= Beginning of Section =

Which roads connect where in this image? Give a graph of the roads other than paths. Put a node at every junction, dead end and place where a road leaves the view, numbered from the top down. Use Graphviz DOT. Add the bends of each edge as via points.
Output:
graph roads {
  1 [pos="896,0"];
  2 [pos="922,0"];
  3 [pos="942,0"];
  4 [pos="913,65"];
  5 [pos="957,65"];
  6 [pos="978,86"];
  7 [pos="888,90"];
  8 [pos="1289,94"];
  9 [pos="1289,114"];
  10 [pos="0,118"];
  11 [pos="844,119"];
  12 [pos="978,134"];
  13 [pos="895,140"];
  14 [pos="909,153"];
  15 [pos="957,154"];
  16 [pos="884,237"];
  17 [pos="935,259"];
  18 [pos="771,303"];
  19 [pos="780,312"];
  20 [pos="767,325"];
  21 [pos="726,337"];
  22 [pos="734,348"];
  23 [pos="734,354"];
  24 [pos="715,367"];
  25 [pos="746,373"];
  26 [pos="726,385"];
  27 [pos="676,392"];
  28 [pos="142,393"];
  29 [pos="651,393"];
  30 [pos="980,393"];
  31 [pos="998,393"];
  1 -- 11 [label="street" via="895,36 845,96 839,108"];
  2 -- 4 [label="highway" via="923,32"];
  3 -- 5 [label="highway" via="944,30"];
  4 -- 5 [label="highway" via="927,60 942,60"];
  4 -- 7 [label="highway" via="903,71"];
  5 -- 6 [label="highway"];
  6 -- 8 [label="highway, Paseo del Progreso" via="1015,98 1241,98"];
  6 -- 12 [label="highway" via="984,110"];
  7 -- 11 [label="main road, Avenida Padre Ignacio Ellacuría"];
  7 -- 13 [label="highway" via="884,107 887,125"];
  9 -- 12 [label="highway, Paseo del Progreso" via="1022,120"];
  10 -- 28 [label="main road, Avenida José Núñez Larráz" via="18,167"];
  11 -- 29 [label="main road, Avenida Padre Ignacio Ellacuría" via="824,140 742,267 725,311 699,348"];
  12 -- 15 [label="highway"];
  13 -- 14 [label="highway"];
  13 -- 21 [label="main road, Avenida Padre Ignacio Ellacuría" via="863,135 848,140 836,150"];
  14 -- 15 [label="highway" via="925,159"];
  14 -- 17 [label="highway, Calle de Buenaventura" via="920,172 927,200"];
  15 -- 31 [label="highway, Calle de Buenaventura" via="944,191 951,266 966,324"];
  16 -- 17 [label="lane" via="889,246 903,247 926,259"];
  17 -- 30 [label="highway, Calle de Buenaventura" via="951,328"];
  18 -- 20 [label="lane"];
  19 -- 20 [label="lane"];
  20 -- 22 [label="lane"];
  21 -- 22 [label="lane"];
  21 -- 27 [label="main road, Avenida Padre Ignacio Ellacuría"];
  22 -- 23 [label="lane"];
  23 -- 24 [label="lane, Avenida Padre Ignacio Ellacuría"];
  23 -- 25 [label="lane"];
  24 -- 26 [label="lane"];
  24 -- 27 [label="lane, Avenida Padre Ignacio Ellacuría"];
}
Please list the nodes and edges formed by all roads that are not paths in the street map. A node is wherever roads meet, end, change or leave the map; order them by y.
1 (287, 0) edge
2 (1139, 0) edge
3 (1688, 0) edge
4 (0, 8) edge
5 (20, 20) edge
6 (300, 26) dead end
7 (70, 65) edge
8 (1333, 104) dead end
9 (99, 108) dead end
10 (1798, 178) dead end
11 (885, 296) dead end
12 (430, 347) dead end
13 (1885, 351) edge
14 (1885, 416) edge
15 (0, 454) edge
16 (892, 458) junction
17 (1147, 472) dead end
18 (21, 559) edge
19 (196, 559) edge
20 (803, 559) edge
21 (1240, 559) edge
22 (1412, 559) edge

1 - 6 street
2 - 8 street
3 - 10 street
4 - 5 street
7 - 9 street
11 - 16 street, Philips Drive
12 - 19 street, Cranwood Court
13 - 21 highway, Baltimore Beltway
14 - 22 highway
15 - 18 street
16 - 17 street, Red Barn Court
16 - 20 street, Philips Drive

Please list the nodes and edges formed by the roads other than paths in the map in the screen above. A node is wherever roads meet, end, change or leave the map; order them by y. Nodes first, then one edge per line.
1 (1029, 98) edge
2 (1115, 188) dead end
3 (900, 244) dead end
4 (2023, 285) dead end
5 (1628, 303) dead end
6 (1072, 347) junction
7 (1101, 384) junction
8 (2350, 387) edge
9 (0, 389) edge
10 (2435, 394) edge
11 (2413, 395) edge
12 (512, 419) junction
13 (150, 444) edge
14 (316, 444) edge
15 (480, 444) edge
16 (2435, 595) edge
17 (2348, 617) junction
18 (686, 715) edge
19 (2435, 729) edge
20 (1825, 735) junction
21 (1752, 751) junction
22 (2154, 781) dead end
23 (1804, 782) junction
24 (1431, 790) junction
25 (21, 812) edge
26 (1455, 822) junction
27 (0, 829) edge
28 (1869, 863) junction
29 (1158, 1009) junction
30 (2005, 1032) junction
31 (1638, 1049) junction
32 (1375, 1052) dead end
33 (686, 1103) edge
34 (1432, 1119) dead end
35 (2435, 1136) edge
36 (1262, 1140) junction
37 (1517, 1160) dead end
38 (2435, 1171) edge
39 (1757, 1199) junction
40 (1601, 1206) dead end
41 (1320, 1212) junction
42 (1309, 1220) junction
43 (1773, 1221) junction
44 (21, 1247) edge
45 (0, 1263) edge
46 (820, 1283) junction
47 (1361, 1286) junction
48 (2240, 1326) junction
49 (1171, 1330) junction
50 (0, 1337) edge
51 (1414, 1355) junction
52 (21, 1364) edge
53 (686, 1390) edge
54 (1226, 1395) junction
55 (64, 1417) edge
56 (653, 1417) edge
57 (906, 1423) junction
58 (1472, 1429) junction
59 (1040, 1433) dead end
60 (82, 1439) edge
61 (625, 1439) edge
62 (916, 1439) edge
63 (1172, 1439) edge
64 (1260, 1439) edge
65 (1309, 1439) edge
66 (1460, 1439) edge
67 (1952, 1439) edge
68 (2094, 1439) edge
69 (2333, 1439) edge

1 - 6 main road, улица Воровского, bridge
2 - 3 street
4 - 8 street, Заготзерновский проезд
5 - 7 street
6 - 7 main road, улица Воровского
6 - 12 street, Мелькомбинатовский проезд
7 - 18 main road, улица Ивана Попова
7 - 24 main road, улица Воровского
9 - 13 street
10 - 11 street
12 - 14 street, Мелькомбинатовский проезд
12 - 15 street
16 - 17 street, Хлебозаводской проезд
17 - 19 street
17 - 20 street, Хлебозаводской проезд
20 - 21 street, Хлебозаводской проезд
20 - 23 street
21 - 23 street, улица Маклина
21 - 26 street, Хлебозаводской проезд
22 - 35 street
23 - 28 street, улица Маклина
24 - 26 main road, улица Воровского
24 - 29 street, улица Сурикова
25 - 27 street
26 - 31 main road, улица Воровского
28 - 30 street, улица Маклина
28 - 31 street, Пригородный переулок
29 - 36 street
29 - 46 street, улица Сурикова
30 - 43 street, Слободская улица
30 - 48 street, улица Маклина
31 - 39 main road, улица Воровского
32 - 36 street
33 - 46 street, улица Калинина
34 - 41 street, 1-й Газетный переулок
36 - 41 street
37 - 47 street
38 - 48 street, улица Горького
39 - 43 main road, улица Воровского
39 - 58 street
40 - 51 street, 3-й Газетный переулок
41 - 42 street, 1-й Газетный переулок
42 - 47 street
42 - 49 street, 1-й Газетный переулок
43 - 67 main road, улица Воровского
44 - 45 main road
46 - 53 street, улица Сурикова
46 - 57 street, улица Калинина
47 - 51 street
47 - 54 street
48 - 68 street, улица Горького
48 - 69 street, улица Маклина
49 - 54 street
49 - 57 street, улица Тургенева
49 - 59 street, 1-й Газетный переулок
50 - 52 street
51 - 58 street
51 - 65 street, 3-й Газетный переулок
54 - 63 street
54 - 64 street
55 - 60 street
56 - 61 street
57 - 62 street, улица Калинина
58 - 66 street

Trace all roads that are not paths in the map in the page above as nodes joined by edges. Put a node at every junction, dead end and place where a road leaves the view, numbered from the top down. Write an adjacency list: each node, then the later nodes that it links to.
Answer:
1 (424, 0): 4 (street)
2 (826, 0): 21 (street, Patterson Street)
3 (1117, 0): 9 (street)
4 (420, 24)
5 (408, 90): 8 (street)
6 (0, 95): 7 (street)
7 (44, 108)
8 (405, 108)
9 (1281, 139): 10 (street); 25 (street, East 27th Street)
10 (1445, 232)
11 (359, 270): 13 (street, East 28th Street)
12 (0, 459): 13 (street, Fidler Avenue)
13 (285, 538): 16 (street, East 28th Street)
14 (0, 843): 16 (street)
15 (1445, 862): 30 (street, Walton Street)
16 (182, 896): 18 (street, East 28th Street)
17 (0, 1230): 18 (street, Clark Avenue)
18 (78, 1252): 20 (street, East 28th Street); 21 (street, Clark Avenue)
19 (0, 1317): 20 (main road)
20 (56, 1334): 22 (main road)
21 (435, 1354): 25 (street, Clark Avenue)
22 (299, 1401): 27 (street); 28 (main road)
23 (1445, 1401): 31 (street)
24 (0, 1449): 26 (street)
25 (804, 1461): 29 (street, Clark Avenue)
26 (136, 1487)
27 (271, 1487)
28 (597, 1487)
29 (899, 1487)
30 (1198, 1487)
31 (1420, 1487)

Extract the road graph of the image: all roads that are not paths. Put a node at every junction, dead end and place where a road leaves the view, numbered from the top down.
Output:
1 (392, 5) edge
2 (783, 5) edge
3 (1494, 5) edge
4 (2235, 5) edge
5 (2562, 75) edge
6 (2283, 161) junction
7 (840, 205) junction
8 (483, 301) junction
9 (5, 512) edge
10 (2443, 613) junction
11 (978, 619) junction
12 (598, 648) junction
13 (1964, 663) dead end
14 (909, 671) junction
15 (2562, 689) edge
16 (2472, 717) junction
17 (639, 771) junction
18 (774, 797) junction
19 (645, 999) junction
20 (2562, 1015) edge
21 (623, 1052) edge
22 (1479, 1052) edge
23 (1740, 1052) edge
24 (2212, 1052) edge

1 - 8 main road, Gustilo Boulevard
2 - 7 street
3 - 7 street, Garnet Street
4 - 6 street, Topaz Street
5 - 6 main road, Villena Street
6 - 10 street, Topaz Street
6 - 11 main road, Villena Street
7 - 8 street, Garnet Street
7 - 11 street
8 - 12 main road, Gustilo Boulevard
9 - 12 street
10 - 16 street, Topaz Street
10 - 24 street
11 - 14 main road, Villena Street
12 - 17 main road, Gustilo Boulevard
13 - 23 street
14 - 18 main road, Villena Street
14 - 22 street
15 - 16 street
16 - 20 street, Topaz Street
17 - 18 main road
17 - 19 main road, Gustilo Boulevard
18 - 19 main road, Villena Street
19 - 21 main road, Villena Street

= End of Section =

What is needed:
Across all of the material above, how many lines contain the word "down"? Only the number should be given.

Solution to this task:
3